Saved entries
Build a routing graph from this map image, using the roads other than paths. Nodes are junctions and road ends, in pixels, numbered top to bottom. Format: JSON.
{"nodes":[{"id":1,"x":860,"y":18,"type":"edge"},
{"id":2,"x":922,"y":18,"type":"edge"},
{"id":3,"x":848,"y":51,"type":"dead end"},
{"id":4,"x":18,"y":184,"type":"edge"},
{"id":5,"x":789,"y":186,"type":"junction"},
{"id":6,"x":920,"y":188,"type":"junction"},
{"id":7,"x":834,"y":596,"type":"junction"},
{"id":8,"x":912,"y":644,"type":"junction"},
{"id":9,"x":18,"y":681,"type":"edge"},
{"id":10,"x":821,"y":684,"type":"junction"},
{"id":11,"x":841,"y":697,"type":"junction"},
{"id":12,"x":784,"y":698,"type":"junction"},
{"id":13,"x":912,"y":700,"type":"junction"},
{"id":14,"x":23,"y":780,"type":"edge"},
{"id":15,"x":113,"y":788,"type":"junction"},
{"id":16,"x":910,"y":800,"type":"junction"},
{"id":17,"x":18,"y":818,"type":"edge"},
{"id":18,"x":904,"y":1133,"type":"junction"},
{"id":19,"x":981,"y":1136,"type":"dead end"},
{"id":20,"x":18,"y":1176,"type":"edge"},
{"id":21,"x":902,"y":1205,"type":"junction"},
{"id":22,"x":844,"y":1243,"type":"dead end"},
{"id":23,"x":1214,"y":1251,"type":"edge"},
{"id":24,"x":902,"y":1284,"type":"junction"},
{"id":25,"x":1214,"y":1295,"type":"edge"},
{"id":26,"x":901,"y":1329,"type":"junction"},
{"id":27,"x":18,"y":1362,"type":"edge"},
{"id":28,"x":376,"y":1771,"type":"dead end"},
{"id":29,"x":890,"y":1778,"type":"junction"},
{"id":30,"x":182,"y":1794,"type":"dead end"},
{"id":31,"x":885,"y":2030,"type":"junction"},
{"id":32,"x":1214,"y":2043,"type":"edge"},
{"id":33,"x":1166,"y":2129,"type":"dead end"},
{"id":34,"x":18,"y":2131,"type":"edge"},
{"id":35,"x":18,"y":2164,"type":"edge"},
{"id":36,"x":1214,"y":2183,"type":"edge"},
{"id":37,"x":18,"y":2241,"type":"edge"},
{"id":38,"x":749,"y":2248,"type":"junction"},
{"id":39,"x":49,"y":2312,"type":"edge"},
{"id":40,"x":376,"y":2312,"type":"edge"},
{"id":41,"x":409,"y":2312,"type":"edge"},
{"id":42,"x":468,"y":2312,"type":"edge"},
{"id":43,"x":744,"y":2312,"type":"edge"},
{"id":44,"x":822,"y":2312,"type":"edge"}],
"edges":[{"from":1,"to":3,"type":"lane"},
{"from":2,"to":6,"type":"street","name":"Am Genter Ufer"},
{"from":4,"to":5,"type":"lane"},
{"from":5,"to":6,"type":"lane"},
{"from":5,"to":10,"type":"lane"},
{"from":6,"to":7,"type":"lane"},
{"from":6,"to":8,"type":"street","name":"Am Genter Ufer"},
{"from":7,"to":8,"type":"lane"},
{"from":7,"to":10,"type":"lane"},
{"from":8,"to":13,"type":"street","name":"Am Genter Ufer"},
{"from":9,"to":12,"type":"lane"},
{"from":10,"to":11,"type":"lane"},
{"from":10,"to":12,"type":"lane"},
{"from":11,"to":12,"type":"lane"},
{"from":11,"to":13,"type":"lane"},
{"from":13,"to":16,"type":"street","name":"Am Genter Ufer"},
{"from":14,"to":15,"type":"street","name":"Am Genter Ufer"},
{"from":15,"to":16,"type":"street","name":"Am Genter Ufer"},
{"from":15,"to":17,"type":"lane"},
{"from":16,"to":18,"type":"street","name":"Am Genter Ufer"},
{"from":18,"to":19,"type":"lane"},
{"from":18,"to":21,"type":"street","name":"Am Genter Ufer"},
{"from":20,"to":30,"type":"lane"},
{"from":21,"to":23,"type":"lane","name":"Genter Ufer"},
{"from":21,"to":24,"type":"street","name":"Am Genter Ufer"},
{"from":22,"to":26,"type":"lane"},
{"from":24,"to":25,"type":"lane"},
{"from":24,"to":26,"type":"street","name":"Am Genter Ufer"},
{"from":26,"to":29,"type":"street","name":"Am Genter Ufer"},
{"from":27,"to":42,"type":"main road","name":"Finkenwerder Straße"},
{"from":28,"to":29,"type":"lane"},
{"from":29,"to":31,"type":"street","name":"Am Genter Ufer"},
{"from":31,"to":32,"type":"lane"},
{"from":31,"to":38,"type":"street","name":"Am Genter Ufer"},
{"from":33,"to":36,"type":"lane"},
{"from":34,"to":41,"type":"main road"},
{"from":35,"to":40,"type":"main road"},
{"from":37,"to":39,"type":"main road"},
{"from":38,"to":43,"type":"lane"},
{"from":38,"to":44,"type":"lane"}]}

:: WORK ORDER ::
Filter the lines above, keeping and copying those that contain "dead".

:: ANSWER AREA ::
{"id":3,"x":848,"y":51,"type":"dead end"},
{"id":19,"x":981,"y":1136,"type":"dead end"},
{"id":22,"x":844,"y":1243,"type":"dead end"},
{"id":28,"x":376,"y":1771,"type":"dead end"},
{"id":30,"x":182,"y":1794,"type":"dead end"},
{"id":33,"x":1166,"y":2129,"type":"dead end"},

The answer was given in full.